=== Section Start ===
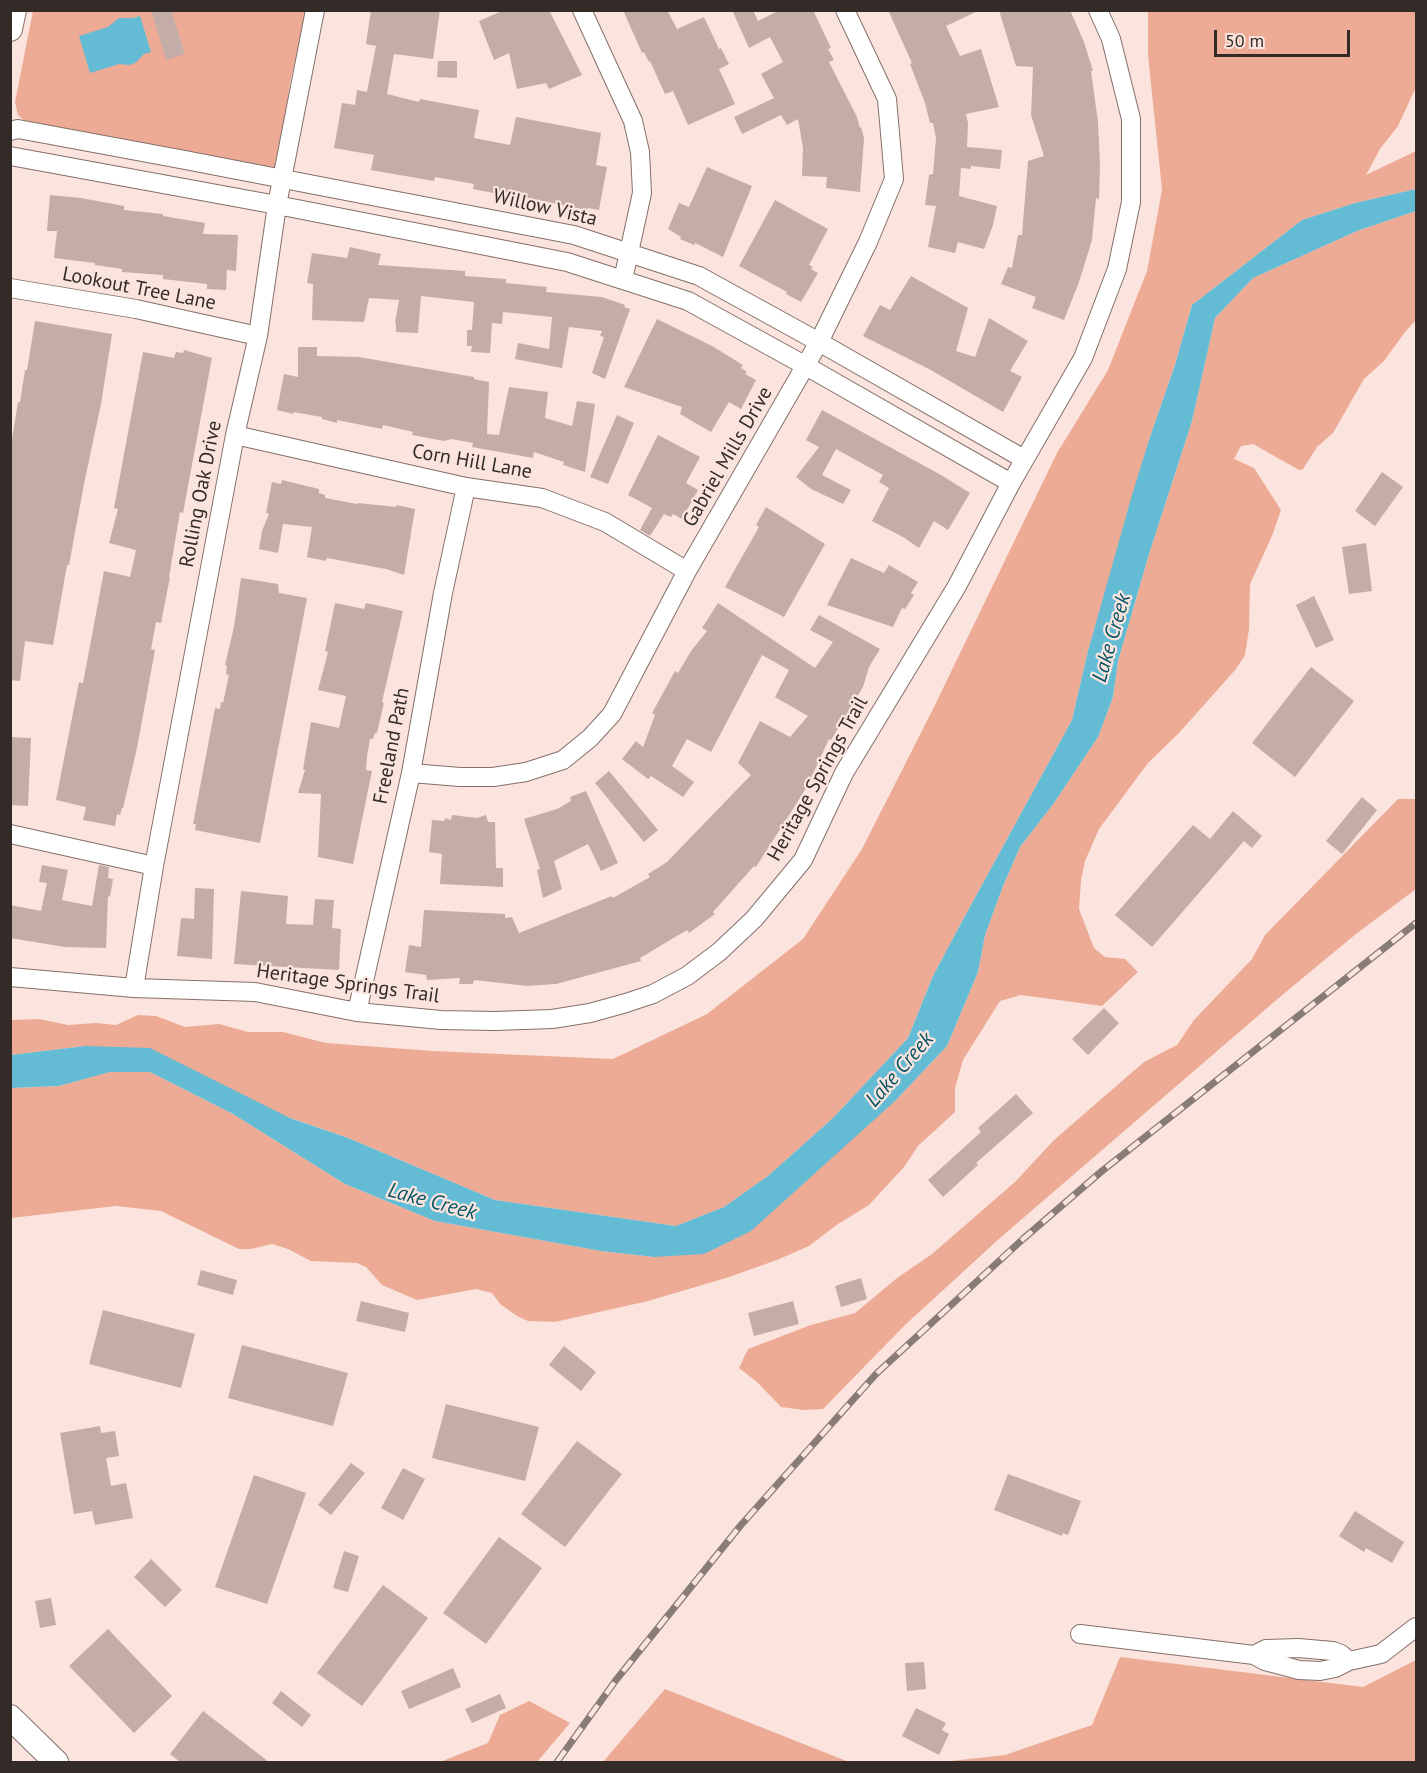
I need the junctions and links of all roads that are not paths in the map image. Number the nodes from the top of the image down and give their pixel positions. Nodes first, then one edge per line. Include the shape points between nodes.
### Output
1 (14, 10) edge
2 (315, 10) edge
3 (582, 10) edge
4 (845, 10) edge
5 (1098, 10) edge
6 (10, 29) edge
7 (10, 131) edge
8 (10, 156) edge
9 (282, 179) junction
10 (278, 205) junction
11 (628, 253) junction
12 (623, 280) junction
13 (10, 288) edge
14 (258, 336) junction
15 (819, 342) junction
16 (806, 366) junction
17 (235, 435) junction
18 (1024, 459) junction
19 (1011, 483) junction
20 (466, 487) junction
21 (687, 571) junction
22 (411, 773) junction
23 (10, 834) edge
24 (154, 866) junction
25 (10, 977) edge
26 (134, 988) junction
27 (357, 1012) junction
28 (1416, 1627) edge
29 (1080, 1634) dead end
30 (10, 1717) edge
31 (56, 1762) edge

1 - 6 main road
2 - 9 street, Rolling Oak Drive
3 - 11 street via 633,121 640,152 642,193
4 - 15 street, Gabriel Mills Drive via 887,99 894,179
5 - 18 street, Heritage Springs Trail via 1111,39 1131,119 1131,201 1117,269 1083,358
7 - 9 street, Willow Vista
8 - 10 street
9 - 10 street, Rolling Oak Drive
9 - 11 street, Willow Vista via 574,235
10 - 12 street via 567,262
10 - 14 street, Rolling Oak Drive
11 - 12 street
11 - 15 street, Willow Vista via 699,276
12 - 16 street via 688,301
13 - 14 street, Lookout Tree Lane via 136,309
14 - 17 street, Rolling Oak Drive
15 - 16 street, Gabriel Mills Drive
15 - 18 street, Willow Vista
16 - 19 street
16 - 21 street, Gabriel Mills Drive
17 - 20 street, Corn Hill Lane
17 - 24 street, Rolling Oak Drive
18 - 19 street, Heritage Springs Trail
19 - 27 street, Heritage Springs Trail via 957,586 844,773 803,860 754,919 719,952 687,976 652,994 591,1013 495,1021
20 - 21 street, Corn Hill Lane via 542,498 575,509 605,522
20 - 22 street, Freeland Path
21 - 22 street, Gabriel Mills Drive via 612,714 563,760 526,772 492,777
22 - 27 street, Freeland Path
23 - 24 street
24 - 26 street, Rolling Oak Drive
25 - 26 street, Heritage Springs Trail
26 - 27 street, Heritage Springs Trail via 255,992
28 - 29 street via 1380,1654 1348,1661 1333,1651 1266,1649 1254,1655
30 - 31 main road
=== Section End ===
=== Section Start ===
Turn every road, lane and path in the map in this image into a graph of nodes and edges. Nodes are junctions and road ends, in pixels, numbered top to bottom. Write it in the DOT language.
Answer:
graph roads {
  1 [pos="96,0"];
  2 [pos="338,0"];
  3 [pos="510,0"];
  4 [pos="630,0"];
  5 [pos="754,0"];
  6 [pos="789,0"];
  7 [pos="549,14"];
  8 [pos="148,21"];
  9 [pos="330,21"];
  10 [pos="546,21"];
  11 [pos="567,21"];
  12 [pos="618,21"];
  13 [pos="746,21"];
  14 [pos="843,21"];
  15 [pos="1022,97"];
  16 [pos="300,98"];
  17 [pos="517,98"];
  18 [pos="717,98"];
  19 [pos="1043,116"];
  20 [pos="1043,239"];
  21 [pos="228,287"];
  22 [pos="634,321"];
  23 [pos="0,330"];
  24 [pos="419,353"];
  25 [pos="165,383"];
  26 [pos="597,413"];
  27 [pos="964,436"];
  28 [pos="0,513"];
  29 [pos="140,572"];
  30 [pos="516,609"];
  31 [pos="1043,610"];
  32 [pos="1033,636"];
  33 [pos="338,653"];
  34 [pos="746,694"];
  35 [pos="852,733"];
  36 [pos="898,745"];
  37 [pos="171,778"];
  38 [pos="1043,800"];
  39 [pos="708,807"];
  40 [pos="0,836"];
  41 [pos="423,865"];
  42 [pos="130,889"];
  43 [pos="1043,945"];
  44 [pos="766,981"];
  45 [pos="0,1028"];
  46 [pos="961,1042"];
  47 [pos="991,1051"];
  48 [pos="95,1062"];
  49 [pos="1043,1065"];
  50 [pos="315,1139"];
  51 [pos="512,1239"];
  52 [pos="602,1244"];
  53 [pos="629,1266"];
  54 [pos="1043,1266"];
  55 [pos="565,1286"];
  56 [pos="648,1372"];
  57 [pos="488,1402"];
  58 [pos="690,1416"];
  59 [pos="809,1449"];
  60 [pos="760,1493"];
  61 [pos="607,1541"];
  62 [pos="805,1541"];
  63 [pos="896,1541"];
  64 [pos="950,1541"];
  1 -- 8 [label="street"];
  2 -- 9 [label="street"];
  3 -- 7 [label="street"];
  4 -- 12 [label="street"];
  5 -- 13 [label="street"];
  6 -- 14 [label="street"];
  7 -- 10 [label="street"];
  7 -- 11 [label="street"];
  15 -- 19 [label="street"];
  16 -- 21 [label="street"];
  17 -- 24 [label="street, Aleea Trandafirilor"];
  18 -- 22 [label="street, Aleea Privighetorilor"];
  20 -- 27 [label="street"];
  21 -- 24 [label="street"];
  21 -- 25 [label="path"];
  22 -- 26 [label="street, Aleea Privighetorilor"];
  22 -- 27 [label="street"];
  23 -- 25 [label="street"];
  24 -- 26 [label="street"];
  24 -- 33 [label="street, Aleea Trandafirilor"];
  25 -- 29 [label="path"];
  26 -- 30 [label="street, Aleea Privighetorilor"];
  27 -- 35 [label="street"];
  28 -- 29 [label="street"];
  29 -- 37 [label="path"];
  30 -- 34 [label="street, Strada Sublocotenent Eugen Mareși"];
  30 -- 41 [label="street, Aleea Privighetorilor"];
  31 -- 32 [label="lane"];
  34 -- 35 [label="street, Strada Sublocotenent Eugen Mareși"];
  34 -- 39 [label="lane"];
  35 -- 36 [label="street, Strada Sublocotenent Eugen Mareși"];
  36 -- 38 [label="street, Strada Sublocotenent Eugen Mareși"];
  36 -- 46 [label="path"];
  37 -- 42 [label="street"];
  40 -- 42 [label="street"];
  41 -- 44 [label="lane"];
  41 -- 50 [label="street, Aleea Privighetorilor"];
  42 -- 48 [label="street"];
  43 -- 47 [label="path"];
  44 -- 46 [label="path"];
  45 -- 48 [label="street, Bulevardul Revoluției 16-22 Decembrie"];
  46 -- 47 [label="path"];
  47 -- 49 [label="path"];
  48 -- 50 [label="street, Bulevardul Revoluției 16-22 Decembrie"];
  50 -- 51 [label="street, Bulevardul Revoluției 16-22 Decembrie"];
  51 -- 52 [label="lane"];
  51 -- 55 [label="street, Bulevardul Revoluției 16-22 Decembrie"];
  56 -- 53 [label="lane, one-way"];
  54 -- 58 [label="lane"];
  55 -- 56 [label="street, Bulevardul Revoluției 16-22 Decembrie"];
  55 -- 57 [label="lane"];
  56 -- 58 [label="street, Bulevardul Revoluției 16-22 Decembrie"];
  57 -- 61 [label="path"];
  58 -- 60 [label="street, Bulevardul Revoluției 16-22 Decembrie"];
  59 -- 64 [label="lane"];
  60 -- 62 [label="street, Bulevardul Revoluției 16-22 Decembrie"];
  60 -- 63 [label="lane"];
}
=== Section End ===
* _Required work_:
Wherever the string "Decembrie" appears in a line of the records, copy that line.

* _Solved problem_:
  45 -- 48 [label="street, Bulevardul Revoluției 16-22 Decembrie"];
  48 -- 50 [label="street, Bulevardul Revoluției 16-22 Decembrie"];
  50 -- 51 [label="street, Bulevardul Revoluției 16-22 Decembrie"];
  51 -- 55 [label="street, Bulevardul Revoluției 16-22 Decembrie"];
  55 -- 56 [label="street, Bulevardul Revoluției 16-22 Decembrie"];
  56 -- 58 [label="street, Bulevardul Revoluției 16-22 Decembrie"];
  58 -- 60 [label="street, Bulevardul Revoluției 16-22 Decembrie"];
  60 -- 62 [label="street, Bulevardul Revoluției 16-22 Decembrie"];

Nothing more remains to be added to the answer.